In the meantime, if you’re around mosquitoes in warmer areas of the U.S., are pregnant, plan to be pregnant, or might get someone pregnant, check the CDC’s guidelines on Zika.

#FlintWaterCrisis: I Don’t Think That Report Said What You Think It Said, Gov

Today’s House Oversight Committee hearing into the Flint Water Crisis was a joke. It was partisan — more so than the previous two hearings — because Republicans finally clued in that a Republican state governor’s crisis doesn’t make them look good if they don’t kick up a stink and draw fire away from their role in the mess.

And yes, Congress’ GOP members are directly responsible for what happened in Flint, because they are also responsible for neutering the Environmental Protection Agency. Congress is the one entity which failed to take any responsibility for what happened in Flint — and what happened in Flint had already happened in Washington DC. Congress ensured that the EPA would be subordinate to the states, relying on states to act with inadequate recourse to step in and intervene. See Primacy Enforcement Responsibility for Public Water Systems (pdf) and note the obligations the states have to ensure safe drinking water under these laws:

  • Safe Drinking Water Act, 1974, as amended in 1986 and 1996
  • Primacy Regulations 40 CFR Part 142, Subpart B, 1976, as amended in 1986
  • Revisions to Primacy Requirements (1998), 63 FR 23362 codified at 40 CFR Part 142

These are Congress’ purview; as part of the Executive Branch, the EPA does not make law. Only Congress does.

Equally annoying today is the tendency by the Republican representatives to go easy on Michigan’s Governor Snyder, who tried to make it sound like he was doing everything he could to fix Flint and be open and transparent. You know this is bull hockey if you’ve looked at batches of emails released to date.

You know it’s also nonsense if you look at documents produced by the Snyder administration, intended to assist the public with understanding what happened.

One example is a timeline of the Flint water crisis laid out in a two-page presentation, with bubbles containing descriptions of events. A bubble marking March 12, 2015, appears in the upper right of the first page, denoting the submission of a report by Veolia Water. The firm had been hired by Flint’s emergency manager as water quality consultant to review and evaluate the water treatment process and distribution system.

Veolia completed and submitted their report to the city on March 12, but the report does not actually say what the state’s timeline document says. Veolia wrote,

“Although a review of water quality records for the time period under our study indicates compliance with State and Federal water quality regulations, Veolia, as an operator and manager of comparable utilities, recommends a variety of actions to address improvements in water quality and related aesthetics including: operational changes and improvements; changes in water treatment processes, procedures and chemical dosing; adjustments in how current technologies are being used; increased maintenance and capital program activities; increased training; and, an enhanced customer communications program.”
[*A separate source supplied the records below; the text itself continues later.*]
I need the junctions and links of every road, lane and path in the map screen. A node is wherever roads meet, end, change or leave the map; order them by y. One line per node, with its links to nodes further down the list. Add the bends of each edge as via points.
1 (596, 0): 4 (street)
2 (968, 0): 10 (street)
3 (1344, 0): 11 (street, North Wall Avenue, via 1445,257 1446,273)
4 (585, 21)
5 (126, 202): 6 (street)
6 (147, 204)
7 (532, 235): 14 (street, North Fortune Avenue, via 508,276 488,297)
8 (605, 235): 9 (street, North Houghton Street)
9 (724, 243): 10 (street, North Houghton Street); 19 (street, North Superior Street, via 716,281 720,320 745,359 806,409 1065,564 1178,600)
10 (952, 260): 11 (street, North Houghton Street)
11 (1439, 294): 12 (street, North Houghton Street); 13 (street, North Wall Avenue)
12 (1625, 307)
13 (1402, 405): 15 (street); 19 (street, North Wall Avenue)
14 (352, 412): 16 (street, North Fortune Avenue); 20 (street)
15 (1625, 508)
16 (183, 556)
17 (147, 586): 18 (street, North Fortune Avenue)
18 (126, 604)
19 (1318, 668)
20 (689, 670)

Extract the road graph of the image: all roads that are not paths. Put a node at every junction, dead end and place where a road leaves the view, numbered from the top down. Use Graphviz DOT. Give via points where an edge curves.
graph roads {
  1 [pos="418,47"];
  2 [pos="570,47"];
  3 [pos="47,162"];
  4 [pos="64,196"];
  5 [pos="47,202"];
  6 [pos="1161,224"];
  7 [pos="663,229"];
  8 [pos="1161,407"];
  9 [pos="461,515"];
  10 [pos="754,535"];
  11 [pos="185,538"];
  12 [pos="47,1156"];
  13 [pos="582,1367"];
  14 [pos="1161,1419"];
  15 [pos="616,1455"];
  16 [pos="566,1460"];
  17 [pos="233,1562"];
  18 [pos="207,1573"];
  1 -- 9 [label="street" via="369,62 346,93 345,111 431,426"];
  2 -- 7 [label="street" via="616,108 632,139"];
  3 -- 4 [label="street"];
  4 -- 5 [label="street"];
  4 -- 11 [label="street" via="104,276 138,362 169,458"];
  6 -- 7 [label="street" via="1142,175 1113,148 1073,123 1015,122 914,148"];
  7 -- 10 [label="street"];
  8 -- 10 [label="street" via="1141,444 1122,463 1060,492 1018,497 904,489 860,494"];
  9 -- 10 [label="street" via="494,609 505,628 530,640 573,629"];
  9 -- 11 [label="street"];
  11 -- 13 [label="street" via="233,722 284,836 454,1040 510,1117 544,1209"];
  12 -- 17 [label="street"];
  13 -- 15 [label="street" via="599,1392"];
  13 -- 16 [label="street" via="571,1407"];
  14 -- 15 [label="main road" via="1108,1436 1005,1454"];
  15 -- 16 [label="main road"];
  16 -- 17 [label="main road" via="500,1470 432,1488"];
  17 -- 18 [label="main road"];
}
Veolia relied on what previous water quality records said; they did not actually conduct tests themselves, or audit how the previous records and reports were prepared.

But the timeline published by the governor’s office reads,

“Flint water consultant Veolia, issues report that water meets state and federal standards. Does not report specifically on lead.”

The second sentence is correct, the first a misrepresentation. That’s not what Veolia’s report said.

The second sentence may be factually correct, but the company was not hired by Flint’s emergency manager to evaluate lead levels specifically, based on the supporting documentation accompanying the resolution authorizing the contract with Veolia.

If one entry on the timeline prepared by the state is this iffy, what about the rest of the timeline?

If this timeline is this iffy, what about everything else generated by officials from the governor’s office on down?